E assim foi, até o fim de sua vida. Mudou-se para São João de Meriti, na Baixada Fluminense. Trabalhou nos portos do Rio de Janeiro com movimentação de cargas e descarregando peixes. Em 1933 aderiu ao movimento Integralista, chegando a ser líder do núcleo da Gamboa, no Rio de Janeiro. João Cândido faleceu em 6 de dezembro de 1969, aos 89 anos.
A história e memória do Almirante Negro travam diversas batalhas entre heroismo e apagamento, desde 1910 até hoje.
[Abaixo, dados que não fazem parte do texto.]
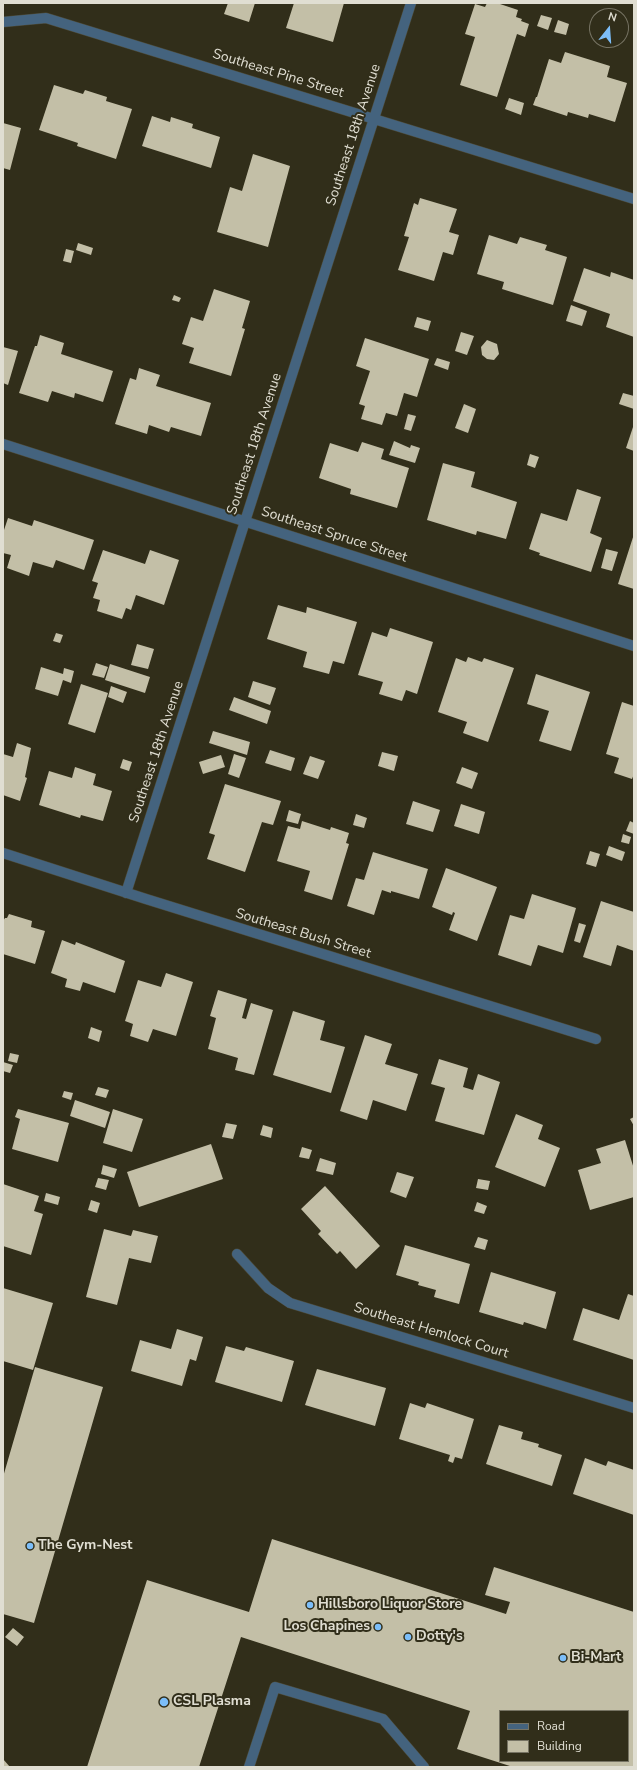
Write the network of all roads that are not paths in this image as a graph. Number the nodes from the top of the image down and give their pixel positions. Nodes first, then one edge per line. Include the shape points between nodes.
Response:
1 (411, 3) edge
2 (3, 22) edge
3 (374, 118) junction
4 (634, 199) edge
5 (3, 444) edge
6 (245, 522) junction
7 (634, 646) edge
8 (3, 853) edge
9 (126, 893) junction
10 (596, 1040) dead end
11 (237, 1254) dead end
12 (634, 1408) edge
13 (249, 1767) edge
14 (424, 1767) edge

1 - 3 street, Southeast 18th Avenue
2 - 3 street, Southeast Pine Street via 46,18
3 - 4 street, Southeast Pine Street
3 - 6 street, Southeast 18th Avenue
5 - 6 street, Southeast Spruce Street
6 - 7 street, Southeast Spruce Street
6 - 9 street, Southeast 18th Avenue
8 - 9 street, Southeast Bush Street
9 - 10 street, Southeast Bush Street
11 - 12 street, Southeast Hemlock Court via 268,1288 290,1303
13 - 14 street via 275,1687 383,1719

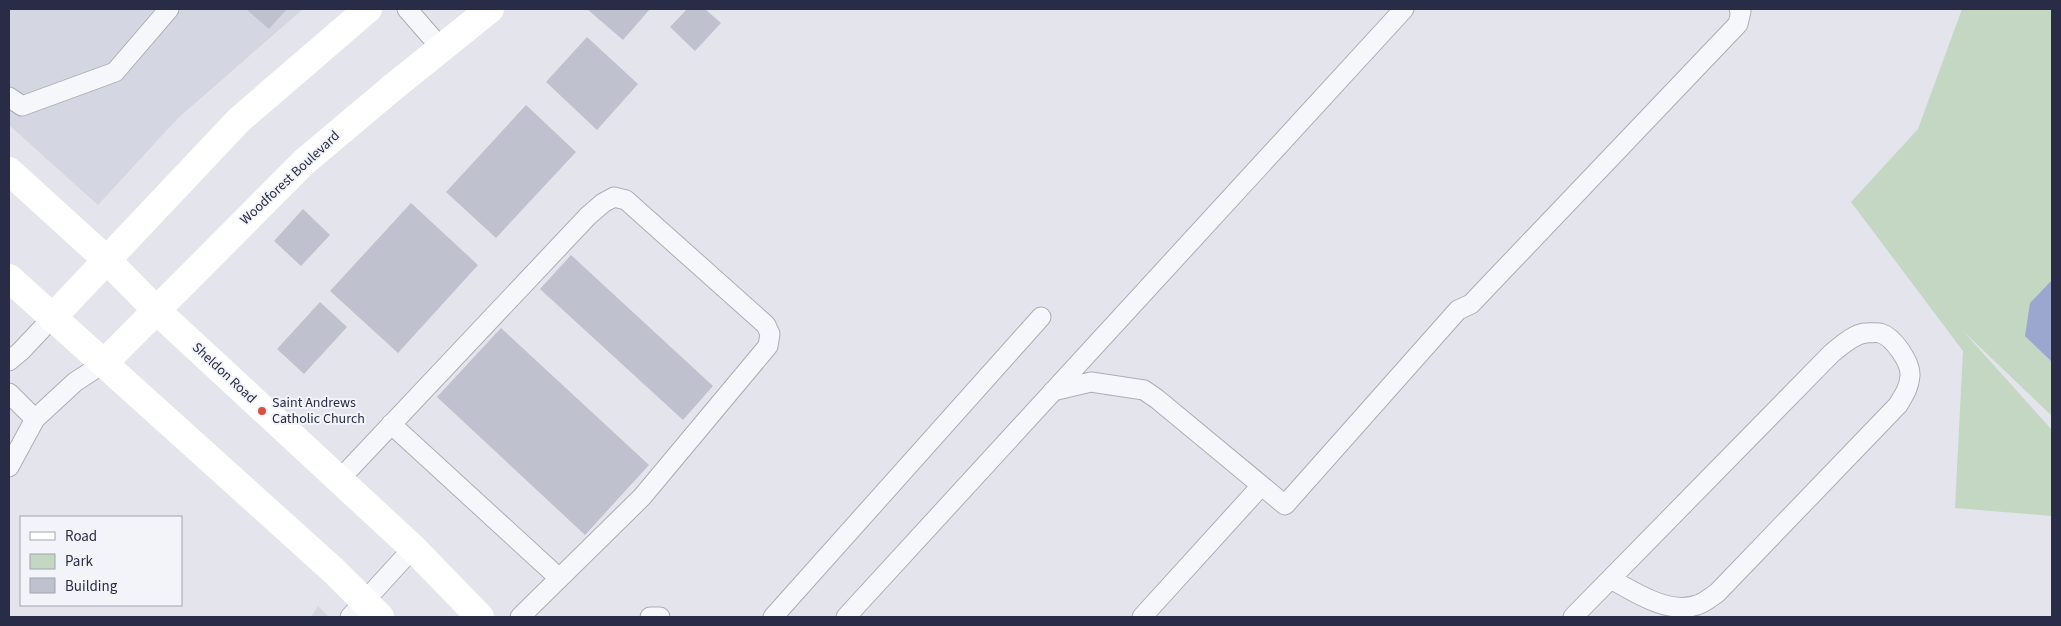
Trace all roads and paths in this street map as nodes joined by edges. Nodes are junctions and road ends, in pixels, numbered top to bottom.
1 (169, 9) edge
2 (368, 9) edge
3 (406, 9) edge
4 (490, 9) edge
5 (1404, 9) edge
6 (1739, 9) edge
7 (441, 48) junction
8 (9, 97) edge
9 (9, 171) edge
10 (108, 260) junction
11 (9, 278) edge
12 (156, 310) junction
13 (52, 318) junction
14 (1041, 318) dead end
15 (9, 361) edge
16 (104, 363) junction
17 (1053, 391) junction
18 (9, 393) edge
19 (34, 419) junction
20 (391, 424) junction
21 (9, 467) edge
22 (339, 480) junction
23 (1261, 486) junction
24 (413, 548) junction
25 (559, 578) junction
26 (1611, 579) junction
27 (365, 612) edge
28 (1578, 615) edge
29 (480, 617) edge
30 (520, 617) edge
31 (650, 617) edge
32 (660, 617) edge
33 (773, 617) edge
34 (846, 617) edge
35 (1142, 617) edge

1 - 8 lane
2 - 10 main road
3 - 7 lane
4 - 7 main road, Woodforest Boulevard
5 - 17 lane
6 - 23 lane
7 - 12 main road, Woodforest Boulevard
9 - 10 main road, Sheldon Road
10 - 12 main road, Sheldon Road
10 - 13 main road
11 - 13 main road
12 - 16 main road, Woodforest Boulevard
12 - 22 main road, Sheldon Road
13 - 15 lane
13 - 16 main road
14 - 33 lane
16 - 19 lane
16 - 27 main road
17 - 23 lane
17 - 34 lane
18 - 19 lane
19 - 21 lane
20 - 22 lane
20 - 25 lane
20 - 25 lane
22 - 24 main road, Sheldon Road
23 - 35 lane
24 - 27 lane
24 - 29 main road, Sheldon Road
25 - 30 lane
26 - 26 lane
26 - 28 lane
31 - 32 lane

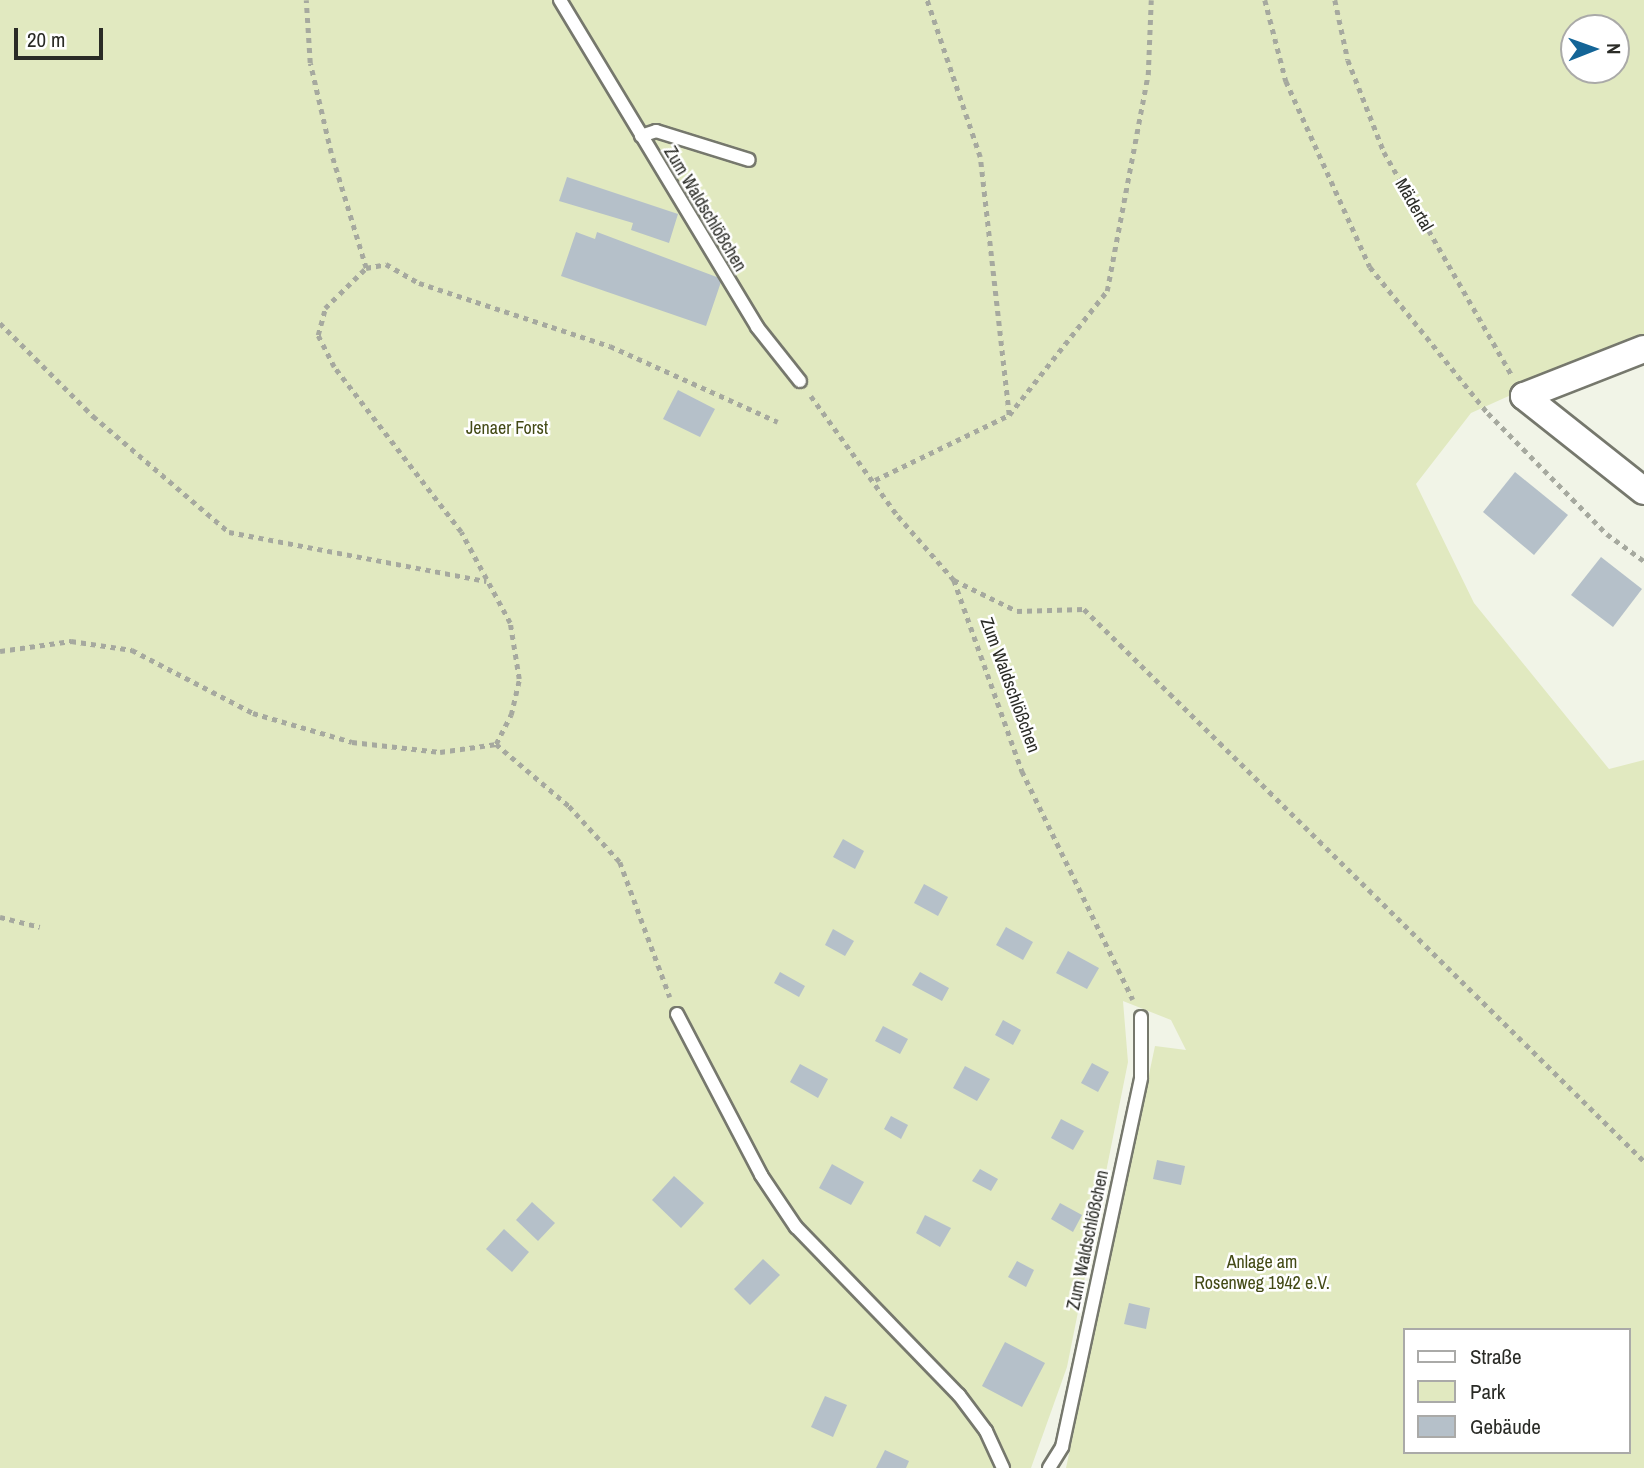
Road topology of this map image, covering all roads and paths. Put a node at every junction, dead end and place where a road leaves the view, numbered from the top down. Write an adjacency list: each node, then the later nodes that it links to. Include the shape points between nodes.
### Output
1 (306, 0): 9 (path, via 310,63)
2 (560, 0): 7 (lane, Zum Waldschlößchen)
3 (927, 0): 14 (path, via 980,157)
4 (1151, 0): 14 (path, via 1148,75 1107,291)
5 (1265, 0): 18 (path, via 1286,81 1370,267 1488,413 1607,534)
6 (1335, 0): 13 (path, Mädertal, via 1348,60 1384,152)
7 (641, 136): 8 (lane, via 656,131); 12 (lane, Zum Waldschlößchen, via 757,327)
8 (749, 160)
9 (366, 268): 15 (path, via 386,264 419,283 610,346); 20 (path, via 324,308 318,335 334,367 461,532)
10 (0, 323): 20 (path, via 93,416 229,532)
11 (1644, 349): 13 (street)
12 (800, 381): 16 (path, Zum Waldschlößchen)
13 (1524, 396): 17 (street)
14 (1009, 415): 16 (path)
15 (778, 422)
16 (874, 480): 19 (path, Zum Waldschlößchen, via 898,516)
17 (1644, 491)
18 (1644, 561)
19 (954, 580): 26 (path, Zum Waldschlößchen, via 1022,771); 27 (path, via 1017,611 1084,609)
20 (487, 581): 22 (path, via 510,623 519,679 511,715)
21 (0, 651): 22 (path, via 71,641 132,650 253,713 352,742 440,752)
22 (496, 744): 25 (path, via 569,806 620,862)
23 (0, 917): 24 (path)
24 (40, 927)
25 (677, 1014): 28 (lane, via 761,1175 796,1227 959,1395 986,1431)
26 (1141, 1017): 29 (lane, Zum Waldschlößchen, via 1138,1090 1062,1447)
27 (1644, 1161)
28 (1003, 1468)
29 (1049, 1468)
Sua atuação histórica na Revolta da Chibata foi retratada em filmes como “Cem anos sem chibata”, sob a direção de Marcos Manhães Marins e celebrada em canções, como a célebre “Mestre Sala dos Mares” de João Bosco e Aldir Blanc. João Cândido também foi samba enredo de escolas de samba, o mais recente em 2024, com “Glória ao Almirante Negro!” da Paraíso do Tuiuti. Na literatura, Edmar Morel – amigo pessoal de João Cândido – publicou o livro “A Revolta da Chibata”, que cunhou o nome pelo qual o movimento ficou conhecido e até hoje é referência para estudos sobre o episódio. O Almirante Negro também é Herói Municipal em São João de Meriti e ganhou estátuas em Encruzilhada do Sul, sua cidade natal, e na Praça XV, no Rio de Janeiro.
Por outro lado, na memória da Marinha do Brasil, João Cândido foi apagado e sua luta, deturpada na narrativa oficial da instituição, se resume a quebra de hierarquia.
Tramita atualmente na Câmara dos Deputados, o Projeto de Lei n° 4046/2021, de autoria do Senador Lindbergh Farias (PT/RJ) que propõe a inscrição do nome de João Cândido no Livro dos Heróis e Heroínas da Pátria.
Mesmo com diversos ataques à sua figura, o Almirante Negro inspirou e inspira movimentos políticos e representa uma resistência heroica do homem negro que acabou com a chibata na Marinha.
(Giovanna Wermelinger, graduanda no curso de História da Universidade Federal Fluminense, bolsista PIBIC – CNPq)
Fontes de referência para esse texto:
NASCIMENTO, Álvaro Pereira do. “Contra a chibata, canhões.” Revista Impressões Rebeldes, Rio de Janeiro, ano 12, no. 1, Maio de 2024.
NASCIMENTO, Álvaro Pereira do. João Cândido: o mestre sala dos mares. 1. ed. Niterói: EdUFF, 2020.
MOREL, Marco. “No calor da revolta”. Revista Impressões Rebeldes, Rio de Janeiro, ano 12, no. 1, Maio de 2024.